Here, you can see that znodes are organized hierarchically, much like a tree, as a standard filesystem. Some important points to take note of are as follows:

  • The root node has one child znode called /zoo, which in turn has three znodes.
  • Every znode in the ZooKeeper tree is identified by a path, and the path elements are separated by /.
  • The znodes are called data registers because they can store data. Thus, a znode can have children as well as data associated with it. It's analogous to having a filesystem that allows a file to also be a path.

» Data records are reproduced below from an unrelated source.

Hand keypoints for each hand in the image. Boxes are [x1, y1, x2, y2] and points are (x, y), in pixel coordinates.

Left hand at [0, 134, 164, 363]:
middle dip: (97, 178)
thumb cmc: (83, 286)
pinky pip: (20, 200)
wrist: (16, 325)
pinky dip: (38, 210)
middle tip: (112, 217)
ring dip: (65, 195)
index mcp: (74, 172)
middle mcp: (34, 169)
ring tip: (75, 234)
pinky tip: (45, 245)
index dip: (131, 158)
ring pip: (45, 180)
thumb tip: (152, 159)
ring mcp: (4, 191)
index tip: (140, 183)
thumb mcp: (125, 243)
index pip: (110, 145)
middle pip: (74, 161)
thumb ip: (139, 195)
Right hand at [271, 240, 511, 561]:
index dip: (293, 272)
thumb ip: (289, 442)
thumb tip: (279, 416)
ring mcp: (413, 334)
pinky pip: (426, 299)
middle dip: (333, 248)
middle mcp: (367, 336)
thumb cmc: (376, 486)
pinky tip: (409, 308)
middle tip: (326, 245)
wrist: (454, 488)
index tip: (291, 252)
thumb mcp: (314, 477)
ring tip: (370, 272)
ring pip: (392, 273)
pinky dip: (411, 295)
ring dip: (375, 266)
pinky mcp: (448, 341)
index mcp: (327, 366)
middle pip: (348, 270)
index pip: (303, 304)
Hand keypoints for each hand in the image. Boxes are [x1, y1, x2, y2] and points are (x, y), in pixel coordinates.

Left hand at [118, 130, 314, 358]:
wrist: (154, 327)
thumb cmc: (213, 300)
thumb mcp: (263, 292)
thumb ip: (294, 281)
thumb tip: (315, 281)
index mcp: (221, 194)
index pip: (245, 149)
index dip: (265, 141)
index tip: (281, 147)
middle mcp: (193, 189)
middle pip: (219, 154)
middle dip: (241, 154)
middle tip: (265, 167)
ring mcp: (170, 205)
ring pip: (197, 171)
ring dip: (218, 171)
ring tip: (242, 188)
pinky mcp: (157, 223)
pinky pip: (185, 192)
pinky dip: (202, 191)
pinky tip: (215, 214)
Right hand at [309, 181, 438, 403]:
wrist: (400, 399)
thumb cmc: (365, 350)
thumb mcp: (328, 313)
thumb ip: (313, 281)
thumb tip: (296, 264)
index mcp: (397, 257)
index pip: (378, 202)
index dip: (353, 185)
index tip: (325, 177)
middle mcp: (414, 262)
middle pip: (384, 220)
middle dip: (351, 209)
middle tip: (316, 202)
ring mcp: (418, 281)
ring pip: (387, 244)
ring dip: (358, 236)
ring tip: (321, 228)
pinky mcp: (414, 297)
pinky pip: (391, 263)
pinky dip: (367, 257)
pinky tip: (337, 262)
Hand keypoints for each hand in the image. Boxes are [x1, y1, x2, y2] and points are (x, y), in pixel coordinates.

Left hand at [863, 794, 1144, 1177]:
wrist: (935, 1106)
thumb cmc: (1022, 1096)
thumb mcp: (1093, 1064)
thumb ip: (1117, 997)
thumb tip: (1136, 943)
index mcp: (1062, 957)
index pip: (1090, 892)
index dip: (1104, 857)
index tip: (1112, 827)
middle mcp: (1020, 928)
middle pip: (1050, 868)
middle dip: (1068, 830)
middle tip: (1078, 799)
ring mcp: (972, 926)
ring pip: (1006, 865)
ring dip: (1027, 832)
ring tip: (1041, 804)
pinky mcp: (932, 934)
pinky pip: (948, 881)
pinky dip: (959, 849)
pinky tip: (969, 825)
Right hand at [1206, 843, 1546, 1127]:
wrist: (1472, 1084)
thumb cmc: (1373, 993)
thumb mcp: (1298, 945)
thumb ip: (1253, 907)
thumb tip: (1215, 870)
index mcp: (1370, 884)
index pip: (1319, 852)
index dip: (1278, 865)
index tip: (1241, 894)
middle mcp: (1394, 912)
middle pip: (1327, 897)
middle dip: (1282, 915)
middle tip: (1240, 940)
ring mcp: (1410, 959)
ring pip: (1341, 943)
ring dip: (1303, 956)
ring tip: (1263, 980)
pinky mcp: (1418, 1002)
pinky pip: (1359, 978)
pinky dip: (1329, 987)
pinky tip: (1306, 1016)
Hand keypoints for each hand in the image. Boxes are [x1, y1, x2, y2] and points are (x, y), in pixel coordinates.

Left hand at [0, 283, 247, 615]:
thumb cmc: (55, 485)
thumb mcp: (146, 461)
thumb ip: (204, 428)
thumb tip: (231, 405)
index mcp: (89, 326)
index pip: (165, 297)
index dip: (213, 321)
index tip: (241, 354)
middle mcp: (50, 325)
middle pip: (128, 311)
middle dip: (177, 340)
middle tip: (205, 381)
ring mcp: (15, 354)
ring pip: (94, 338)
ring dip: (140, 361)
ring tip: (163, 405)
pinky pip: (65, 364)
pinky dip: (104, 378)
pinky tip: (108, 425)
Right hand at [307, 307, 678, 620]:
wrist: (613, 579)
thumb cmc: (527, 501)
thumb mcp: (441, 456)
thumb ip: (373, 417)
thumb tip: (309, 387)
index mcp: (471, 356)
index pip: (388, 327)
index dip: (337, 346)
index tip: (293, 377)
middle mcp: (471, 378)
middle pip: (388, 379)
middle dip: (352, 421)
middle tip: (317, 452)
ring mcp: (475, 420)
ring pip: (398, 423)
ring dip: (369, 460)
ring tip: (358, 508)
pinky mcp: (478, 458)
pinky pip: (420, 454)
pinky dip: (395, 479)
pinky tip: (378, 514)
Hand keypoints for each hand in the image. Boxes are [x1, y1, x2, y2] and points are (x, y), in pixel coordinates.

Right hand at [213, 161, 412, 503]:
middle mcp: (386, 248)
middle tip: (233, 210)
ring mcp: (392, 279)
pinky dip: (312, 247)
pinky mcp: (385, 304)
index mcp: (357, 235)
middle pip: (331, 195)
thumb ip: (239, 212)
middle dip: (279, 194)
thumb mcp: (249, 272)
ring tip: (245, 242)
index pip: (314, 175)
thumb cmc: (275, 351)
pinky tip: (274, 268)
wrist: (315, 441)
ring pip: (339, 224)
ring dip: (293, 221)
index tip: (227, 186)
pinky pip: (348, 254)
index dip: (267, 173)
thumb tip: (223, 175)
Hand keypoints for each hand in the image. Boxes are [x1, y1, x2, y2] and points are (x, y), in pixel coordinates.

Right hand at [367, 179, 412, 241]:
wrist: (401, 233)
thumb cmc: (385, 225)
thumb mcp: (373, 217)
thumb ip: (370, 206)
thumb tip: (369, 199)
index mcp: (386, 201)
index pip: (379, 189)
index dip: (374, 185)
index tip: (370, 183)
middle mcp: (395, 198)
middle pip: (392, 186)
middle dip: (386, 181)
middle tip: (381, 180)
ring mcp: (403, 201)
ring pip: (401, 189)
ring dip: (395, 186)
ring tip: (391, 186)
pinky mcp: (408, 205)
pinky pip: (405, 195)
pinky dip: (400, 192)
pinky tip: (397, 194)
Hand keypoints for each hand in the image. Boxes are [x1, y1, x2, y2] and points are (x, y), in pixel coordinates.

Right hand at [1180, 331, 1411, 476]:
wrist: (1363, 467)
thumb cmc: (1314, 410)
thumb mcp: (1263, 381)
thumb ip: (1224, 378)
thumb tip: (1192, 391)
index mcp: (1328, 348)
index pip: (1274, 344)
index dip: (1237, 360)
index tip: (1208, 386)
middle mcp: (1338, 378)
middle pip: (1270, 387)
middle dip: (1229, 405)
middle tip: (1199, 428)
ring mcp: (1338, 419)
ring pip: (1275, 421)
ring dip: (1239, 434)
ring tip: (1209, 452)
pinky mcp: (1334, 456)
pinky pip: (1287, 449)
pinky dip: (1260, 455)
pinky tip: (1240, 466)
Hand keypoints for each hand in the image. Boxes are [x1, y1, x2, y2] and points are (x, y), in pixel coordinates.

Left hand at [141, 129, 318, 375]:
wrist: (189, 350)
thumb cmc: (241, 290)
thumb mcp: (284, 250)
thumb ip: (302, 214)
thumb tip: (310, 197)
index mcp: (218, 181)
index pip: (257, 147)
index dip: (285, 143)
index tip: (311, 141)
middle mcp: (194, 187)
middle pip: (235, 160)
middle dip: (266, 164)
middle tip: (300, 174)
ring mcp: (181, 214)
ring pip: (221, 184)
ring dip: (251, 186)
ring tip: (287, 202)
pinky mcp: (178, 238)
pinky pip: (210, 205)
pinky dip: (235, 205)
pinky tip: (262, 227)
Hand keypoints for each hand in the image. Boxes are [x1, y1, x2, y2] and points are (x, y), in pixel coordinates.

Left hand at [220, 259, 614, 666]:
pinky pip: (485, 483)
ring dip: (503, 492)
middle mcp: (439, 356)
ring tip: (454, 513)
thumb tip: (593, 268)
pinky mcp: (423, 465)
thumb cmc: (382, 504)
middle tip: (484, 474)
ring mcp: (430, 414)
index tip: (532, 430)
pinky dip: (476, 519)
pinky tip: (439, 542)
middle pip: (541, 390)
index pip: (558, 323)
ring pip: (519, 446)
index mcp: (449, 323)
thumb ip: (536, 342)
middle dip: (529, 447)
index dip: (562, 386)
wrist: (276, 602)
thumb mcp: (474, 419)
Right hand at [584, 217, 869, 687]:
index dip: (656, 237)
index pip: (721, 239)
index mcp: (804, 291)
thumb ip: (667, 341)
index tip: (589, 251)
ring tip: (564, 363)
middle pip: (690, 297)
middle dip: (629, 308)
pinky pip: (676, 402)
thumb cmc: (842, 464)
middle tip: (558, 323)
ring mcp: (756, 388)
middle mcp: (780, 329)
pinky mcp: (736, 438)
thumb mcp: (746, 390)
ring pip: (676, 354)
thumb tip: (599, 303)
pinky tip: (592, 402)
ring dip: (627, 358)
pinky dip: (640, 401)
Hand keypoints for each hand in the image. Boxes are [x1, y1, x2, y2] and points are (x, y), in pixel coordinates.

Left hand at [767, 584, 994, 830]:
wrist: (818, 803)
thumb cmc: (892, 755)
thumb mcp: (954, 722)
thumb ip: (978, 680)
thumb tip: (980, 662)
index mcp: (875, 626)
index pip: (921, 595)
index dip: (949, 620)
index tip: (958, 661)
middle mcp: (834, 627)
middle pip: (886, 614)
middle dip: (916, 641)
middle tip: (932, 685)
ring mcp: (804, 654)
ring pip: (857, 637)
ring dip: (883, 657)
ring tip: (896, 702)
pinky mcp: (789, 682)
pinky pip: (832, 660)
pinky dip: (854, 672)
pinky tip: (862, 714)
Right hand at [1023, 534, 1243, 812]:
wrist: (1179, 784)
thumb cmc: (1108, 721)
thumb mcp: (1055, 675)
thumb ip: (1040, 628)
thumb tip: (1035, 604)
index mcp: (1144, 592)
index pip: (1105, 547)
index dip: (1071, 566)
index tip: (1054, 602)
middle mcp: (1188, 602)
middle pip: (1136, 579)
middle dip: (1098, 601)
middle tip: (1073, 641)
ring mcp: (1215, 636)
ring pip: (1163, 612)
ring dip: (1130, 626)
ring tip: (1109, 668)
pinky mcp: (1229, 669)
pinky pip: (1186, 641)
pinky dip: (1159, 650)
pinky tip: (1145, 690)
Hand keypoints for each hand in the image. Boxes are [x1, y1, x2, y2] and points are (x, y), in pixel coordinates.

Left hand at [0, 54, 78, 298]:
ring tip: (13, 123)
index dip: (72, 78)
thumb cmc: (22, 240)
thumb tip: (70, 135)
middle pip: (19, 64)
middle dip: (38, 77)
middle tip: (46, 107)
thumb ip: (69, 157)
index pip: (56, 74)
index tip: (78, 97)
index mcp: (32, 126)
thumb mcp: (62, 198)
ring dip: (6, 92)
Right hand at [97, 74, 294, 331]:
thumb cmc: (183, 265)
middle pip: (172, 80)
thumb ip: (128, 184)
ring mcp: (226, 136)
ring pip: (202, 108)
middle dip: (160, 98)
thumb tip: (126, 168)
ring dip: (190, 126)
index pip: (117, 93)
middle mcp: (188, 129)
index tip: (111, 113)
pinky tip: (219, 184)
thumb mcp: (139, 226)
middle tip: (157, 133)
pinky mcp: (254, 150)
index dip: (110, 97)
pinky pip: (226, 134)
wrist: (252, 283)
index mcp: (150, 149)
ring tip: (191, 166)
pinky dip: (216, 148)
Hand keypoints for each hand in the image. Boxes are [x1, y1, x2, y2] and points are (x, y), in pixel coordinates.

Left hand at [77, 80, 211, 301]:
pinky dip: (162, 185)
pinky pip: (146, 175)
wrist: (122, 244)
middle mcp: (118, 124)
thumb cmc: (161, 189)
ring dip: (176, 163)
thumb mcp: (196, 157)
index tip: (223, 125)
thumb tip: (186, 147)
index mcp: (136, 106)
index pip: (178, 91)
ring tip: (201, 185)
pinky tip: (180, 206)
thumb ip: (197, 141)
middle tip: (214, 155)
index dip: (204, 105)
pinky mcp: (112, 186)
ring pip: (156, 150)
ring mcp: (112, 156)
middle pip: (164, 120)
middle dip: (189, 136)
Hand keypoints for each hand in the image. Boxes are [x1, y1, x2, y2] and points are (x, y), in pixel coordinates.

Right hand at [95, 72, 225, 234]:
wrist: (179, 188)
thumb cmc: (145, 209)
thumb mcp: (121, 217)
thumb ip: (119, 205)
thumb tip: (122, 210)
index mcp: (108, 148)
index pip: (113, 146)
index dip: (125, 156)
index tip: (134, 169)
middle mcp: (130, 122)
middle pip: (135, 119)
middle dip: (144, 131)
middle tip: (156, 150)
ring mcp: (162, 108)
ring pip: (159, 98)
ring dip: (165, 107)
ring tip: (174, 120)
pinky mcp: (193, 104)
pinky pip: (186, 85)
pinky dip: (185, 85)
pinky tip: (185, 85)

The data in a znode is typically stored in a byte format, with a maximum data size in each znode of no more than 1 MB. ZooKeeper is designed for coordination, and almost all forms of coordination data are relatively small in size; hence, this limit on the size of data is imposed. It is recommended that the actual data size be much less than this limit as well.

The slash-separated znode paths are canonical and have to be absolute. Relative paths and references are not recognized by ZooKeeper. It is useful to know that the znode names can be composed of Unicode characters and that the znodes can have any name. The exception to this is that the word ZooKeeper is reserved. On top of this, the use of "." is illegal as a path component.

Like files in a filesystem, znodes maintain a stat structure that includes version numbers for data changes and an access control list that changes along with timestamps associated with changes. The version number increases whenever the znode's data changes. ZooKeeper uses the version numbers along with the associated timestamps to validate its in-core cache. The znode version number also enables the client to update or delete a particular znode through ZooKeeper APIs. If the version number specified doesn't match the current version of a znode, the operation fails. However, this can be overridden by specifying 0 as the version number while performing a znode update or delete operation.

Types of znodes

ZooKeeper has two types of znodes: persistent and ephemeral. There is a third type that you might have heard of, called a sequential znode, which is a kind of a qualifier for the other two types. Both persistent and ephemeral znodes can be sequential znodes as well. Note that a znode's type is set at its creation time.

The persistent znode

As the name suggests, persistent znodes have a lifetime in the ZooKeeper's namespace until they're explicitly deleted. A znode can be deleted by calling the delete API call. It's not necessary that only the client that created a persistent znode has to delete it. Note that any authorized client of the ZooKeeper service can delete a znode.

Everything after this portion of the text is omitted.